Positive yaw is defined to be motion to the right, and
negative yaw to the left. In the lunar lander pitch is controlled by the spacecrafts
gimbaled descent engine, called thrust-vector control (TVC) and so is largely unaffected
by firings from the RCS thrusters.
The configuration for this test case was drawn from conceptual designs for the
next lunar lander[50]. In this configuration, there are 16 RCS thruster located in four
clusters of four around the spacecraft. Two thrusters on each cluster are oriented in the
Z-axis and can affect pitch behavior when not overshadowed by the descent engine.
The other two thrusters on each cluster stick out at an angle to the X and Y axes and can
affect both the roll and yaw angles of the spacecraft which are coupled due to the
dynamics and this physical orientation. In order to maintain the proper stable attitude
during descent to the lunar surface, the thrusters fire in short bursts in pairs on opposite
sides of the spacecraft. The spacecraft axis convention and thruster configuration are
shown below in Figure 7. The thrusters are fixed and cannot be individually pointed.
Each thruster can produce approximately 100 lbs of force.
+Y V
("starboard")
up-
("Caft")
RCS Thruster Pod
s
+X
(forward")
(crew windows)
-Y
Windows
+Z
("down")
Figure 7: Square configuration of RCS thruster pods around lunar lander (left), full lunar lander with
axis definition and close up of RCS Thruster pod (right)
Fuel System: The RCS uses hypergolic fuel technology for propulsion, which
consists of a liquid fuel and oxidizer that combust on contact with each other, requiring
no ignition mechanism and allowing an indefinite storage period as long as they are
kept separate. The fuel for the RCS is liquid monomethyihydrazine, designated MMH.

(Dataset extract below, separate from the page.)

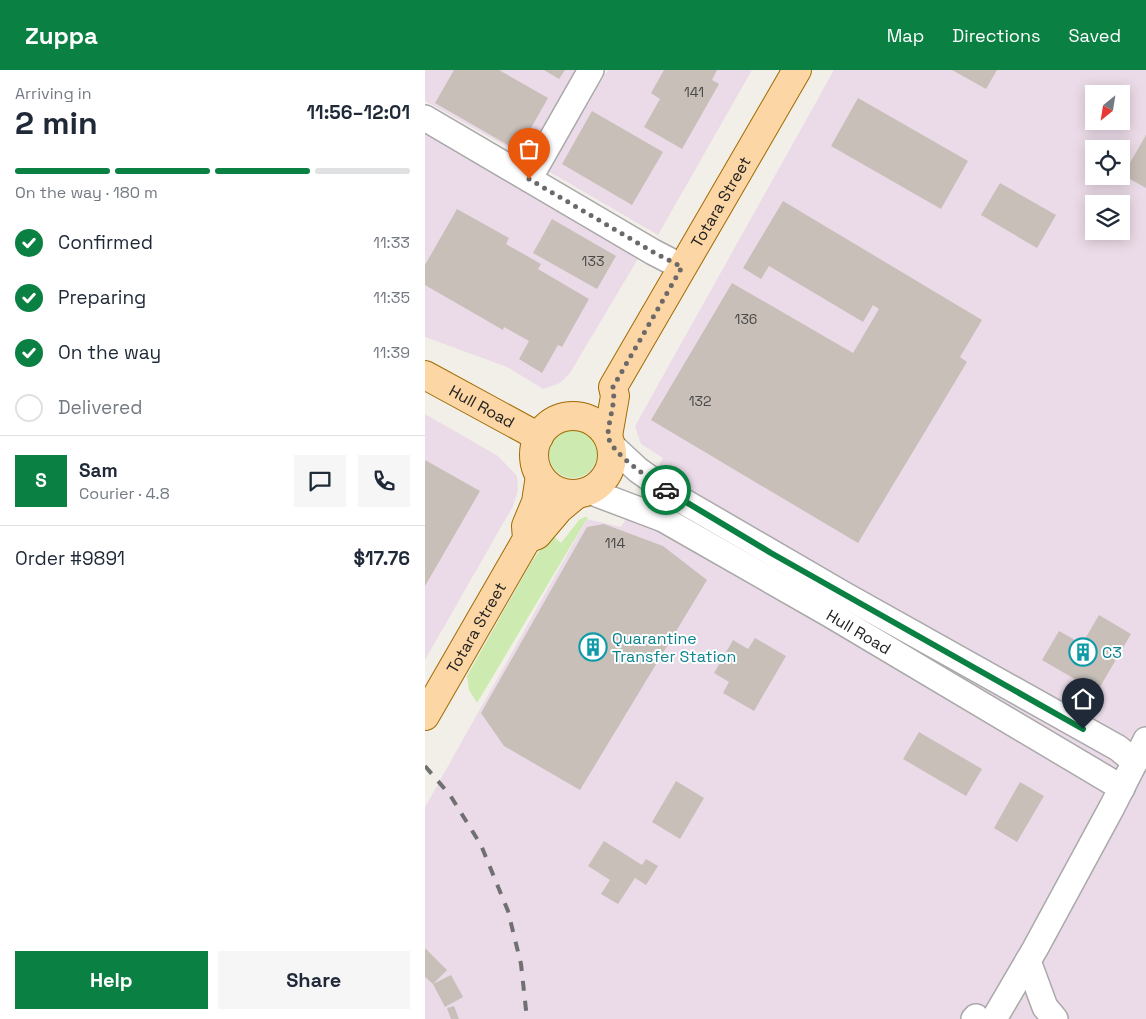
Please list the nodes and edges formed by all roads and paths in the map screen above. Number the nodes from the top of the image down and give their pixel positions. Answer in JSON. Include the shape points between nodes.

The oxidizer is nitrogen tetroxide designated NTO. The thruster system is fed by fuel
pumps in order to keep the fuel/oxidizer ratio at the correct level. A conceptual
schematic of the RCS that was modeled for the experiment can be shown below in
Figure 8.
Figure 8: Conceptual schematic of the RCS including fuel tanks, thrusters and fuel pumps
The system is designed to consume approximately 460 kg of total RCS fuel for
both the descent to the surface and the return ascent to lunar orbit[50]. Half of this
should be remaining at touchdown in order to make a safe return to lunar orbit. Four
different failure conditions plus normal operating conditions were presented to subjects
during the experiment and are discussed in detail below.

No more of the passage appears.